A faithful copy of all the data is required; pictures should not be included.

[Data extracted from a collection]
-- -- --

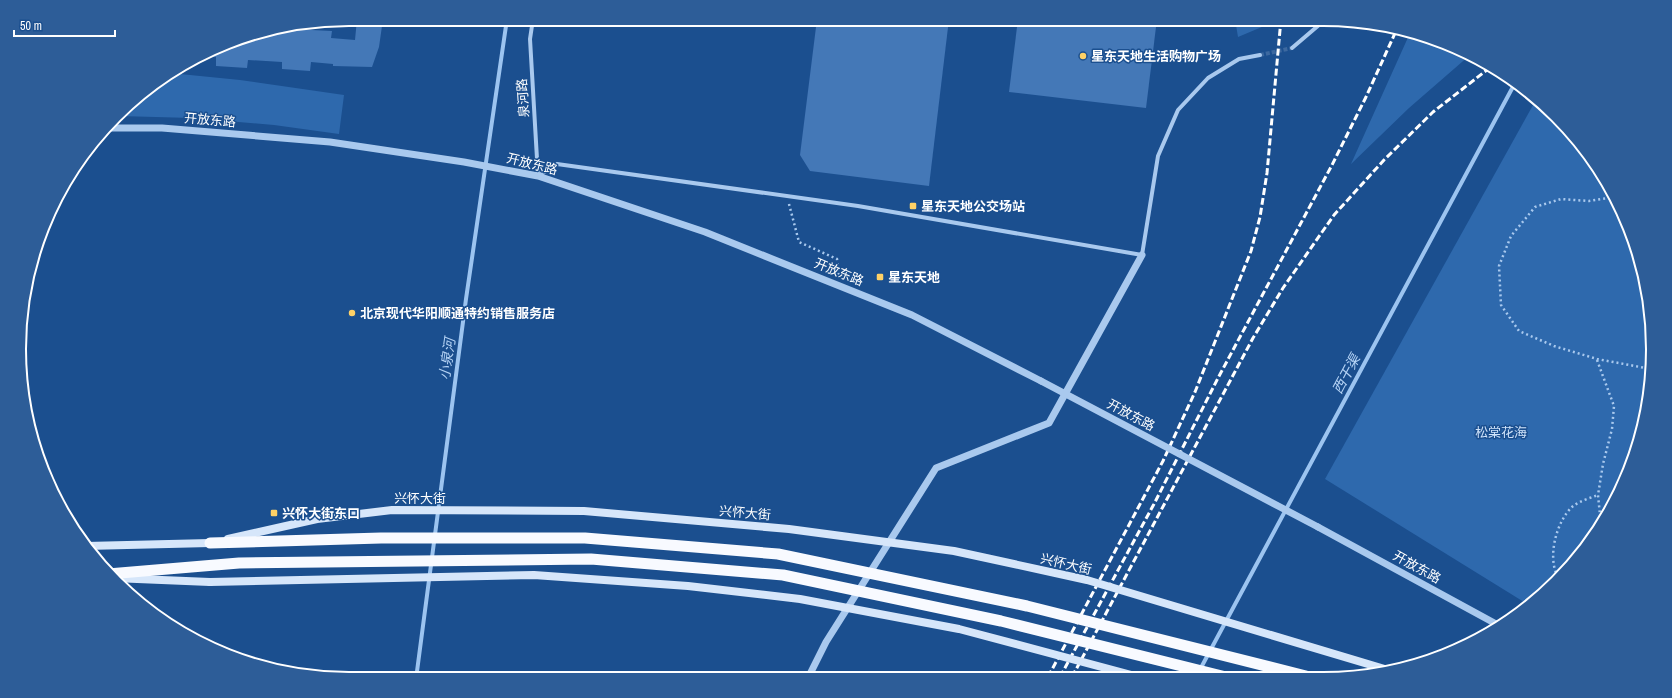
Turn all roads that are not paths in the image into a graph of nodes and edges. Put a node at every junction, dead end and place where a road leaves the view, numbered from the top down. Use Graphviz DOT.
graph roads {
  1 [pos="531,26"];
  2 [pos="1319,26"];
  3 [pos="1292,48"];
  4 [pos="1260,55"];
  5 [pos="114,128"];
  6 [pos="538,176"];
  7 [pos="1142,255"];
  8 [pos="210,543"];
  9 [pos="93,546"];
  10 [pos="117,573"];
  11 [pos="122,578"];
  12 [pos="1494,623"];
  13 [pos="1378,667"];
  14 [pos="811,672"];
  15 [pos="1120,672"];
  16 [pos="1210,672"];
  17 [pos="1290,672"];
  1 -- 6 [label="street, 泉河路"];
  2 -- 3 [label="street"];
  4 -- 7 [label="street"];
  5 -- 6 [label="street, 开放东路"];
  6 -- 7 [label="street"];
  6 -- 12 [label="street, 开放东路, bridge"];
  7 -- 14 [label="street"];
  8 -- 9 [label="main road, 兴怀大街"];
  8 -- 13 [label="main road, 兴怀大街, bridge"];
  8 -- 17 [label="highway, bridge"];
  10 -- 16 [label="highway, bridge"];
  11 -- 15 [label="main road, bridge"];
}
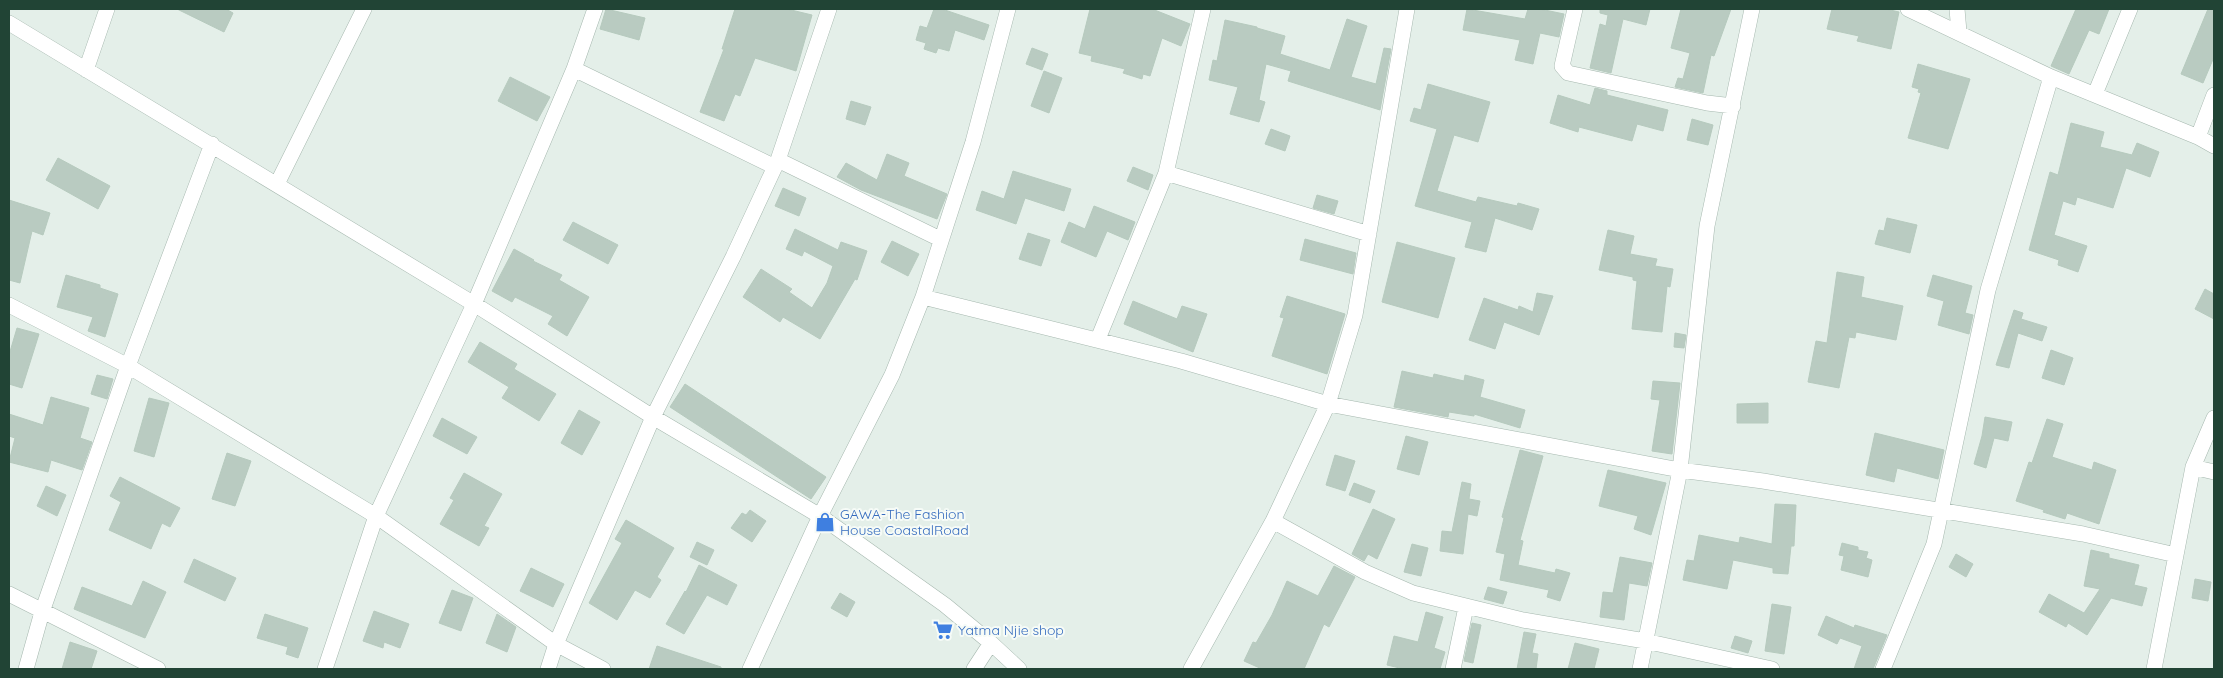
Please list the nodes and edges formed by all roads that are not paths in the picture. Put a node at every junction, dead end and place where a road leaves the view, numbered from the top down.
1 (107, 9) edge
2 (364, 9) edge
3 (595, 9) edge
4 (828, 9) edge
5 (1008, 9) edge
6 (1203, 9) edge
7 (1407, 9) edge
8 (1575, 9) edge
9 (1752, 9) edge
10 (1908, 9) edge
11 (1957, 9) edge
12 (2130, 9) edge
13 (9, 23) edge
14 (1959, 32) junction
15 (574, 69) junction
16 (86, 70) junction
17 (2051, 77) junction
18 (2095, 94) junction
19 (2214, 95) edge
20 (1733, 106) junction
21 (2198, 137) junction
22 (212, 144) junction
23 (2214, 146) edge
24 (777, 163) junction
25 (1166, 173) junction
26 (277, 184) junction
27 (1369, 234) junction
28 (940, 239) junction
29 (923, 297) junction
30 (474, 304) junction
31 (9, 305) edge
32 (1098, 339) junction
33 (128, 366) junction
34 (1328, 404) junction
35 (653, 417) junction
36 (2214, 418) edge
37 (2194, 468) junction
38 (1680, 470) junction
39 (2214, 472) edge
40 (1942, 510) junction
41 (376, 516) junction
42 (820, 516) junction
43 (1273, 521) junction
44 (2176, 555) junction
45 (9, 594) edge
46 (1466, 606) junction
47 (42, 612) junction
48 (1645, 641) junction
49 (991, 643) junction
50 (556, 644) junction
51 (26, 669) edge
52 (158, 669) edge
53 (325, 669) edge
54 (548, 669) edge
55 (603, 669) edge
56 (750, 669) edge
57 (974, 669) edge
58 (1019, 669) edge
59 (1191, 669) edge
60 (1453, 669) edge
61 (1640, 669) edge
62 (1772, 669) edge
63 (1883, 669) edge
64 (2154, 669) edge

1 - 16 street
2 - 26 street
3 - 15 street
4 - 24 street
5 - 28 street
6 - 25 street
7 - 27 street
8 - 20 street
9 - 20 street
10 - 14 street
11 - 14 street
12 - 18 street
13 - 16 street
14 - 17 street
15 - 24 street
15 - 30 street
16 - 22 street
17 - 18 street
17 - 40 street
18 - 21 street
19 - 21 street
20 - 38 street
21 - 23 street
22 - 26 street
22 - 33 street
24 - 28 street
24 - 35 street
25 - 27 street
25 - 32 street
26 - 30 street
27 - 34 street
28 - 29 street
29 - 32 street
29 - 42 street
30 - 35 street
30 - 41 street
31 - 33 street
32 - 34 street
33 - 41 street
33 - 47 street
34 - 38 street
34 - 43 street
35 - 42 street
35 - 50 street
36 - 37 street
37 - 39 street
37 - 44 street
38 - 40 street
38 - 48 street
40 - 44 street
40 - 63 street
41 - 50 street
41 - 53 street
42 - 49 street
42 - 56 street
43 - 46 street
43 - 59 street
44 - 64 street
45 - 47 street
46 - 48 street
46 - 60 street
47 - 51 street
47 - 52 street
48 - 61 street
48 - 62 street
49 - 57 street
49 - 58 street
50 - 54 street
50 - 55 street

-- -- --

WRITTEN REPLY:
Turn all roads that are not paths in the image into a graph of nodes and edges. Put a node at every junction, dead end and place where a road leaves the view, numbered from the top down. Use Graphviz DOT.
graph roads {
  1 [pos="531,26"];
  2 [pos="1319,26"];
  3 [pos="1292,48"];
  4 [pos="1260,55"];
  5 [pos="114,128"];
  6 [pos="538,176"];
  7 [pos="1142,255"];
  8 [pos="210,543"];
  9 [pos="93,546"];
  10 [pos="117,573"];
  11 [pos="122,578"];
  12 [pos="1494,623"];
  13 [pos="1378,667"];
  14 [pos="811,672"];
  15 [pos="1120,672"];
  16 [pos="1210,672"];
  17 [pos="1290,672"];
  1 -- 6 [label="street, 泉河路"];
  2 -- 3 [label="street"];
  4 -- 7 [label="street"];
  5 -- 6 [label="street, 开放东路"];
  6 -- 7 [label="street"];
  6 -- 12 [label="street, 开放东路, bridge"];
  7 -- 14 [label="street"];
  8 -- 9 [label="main road, 兴怀大街"];
  8 -- 13 [label="main road, 兴怀大街, bridge"];
  8 -- 17 [label="highway, bridge"];
  10 -- 16 [label="highway, bridge"];
  11 -- 15 [label="main road, bridge"];
}
Please list the nodes and edges formed by all roads that are not paths in the picture. Put a node at every junction, dead end and place where a road leaves the view, numbered from the top down.
1 (107, 9) edge
2 (364, 9) edge
3 (595, 9) edge
4 (828, 9) edge
5 (1008, 9) edge
6 (1203, 9) edge
7 (1407, 9) edge
8 (1575, 9) edge
9 (1752, 9) edge
10 (1908, 9) edge
11 (1957, 9) edge
12 (2130, 9) edge
13 (9, 23) edge
14 (1959, 32) junction
15 (574, 69) junction
16 (86, 70) junction
17 (2051, 77) junction
18 (2095, 94) junction
19 (2214, 95) edge
20 (1733, 106) junction
21 (2198, 137) junction
22 (212, 144) junction
23 (2214, 146) edge
24 (777, 163) junction
25 (1166, 173) junction
26 (277, 184) junction
27 (1369, 234) junction
28 (940, 239) junction
29 (923, 297) junction
30 (474, 304) junction
31 (9, 305) edge
32 (1098, 339) junction
33 (128, 366) junction
34 (1328, 404) junction
35 (653, 417) junction
36 (2214, 418) edge
37 (2194, 468) junction
38 (1680, 470) junction
39 (2214, 472) edge
40 (1942, 510) junction
41 (376, 516) junction
42 (820, 516) junction
43 (1273, 521) junction
44 (2176, 555) junction
45 (9, 594) edge
46 (1466, 606) junction
47 (42, 612) junction
48 (1645, 641) junction
49 (991, 643) junction
50 (556, 644) junction
51 (26, 669) edge
52 (158, 669) edge
53 (325, 669) edge
54 (548, 669) edge
55 (603, 669) edge
56 (750, 669) edge
57 (974, 669) edge
58 (1019, 669) edge
59 (1191, 669) edge
60 (1453, 669) edge
61 (1640, 669) edge
62 (1772, 669) edge
63 (1883, 669) edge
64 (2154, 669) edge

1 - 16 street
2 - 26 street
3 - 15 street
4 - 24 street
5 - 28 street
6 - 25 street
7 - 27 street
8 - 20 street
9 - 20 street
10 - 14 street
11 - 14 street
12 - 18 street
13 - 16 street
14 - 17 street
15 - 24 street
15 - 30 street
16 - 22 street
17 - 18 street
17 - 40 street
18 - 21 street
19 - 21 street
20 - 38 street
21 - 23 street
22 - 26 street
22 - 33 street
24 - 28 street
24 - 35 street
25 - 27 street
25 - 32 street
26 - 30 street
27 - 34 street
28 - 29 street
29 - 32 street
29 - 42 street
30 - 35 street
30 - 41 street
31 - 33 street
32 - 34 street
33 - 41 street
33 - 47 street
34 - 38 street
34 - 43 street
35 - 42 street
35 - 50 street
36 - 37 street
37 - 39 street
37 - 44 street
38 - 40 street
38 - 48 street
40 - 44 street
40 - 63 street
41 - 50 street
41 - 53 street
42 - 49 street
42 - 56 street
43 - 46 street
43 - 59 street
44 - 64 street
45 - 47 street
46 - 48 street
46 - 60 street
47 - 51 street
47 - 52 street
48 - 61 street
48 - 62 street
49 - 57 street
49 - 58 street
50 - 54 street
50 - 55 street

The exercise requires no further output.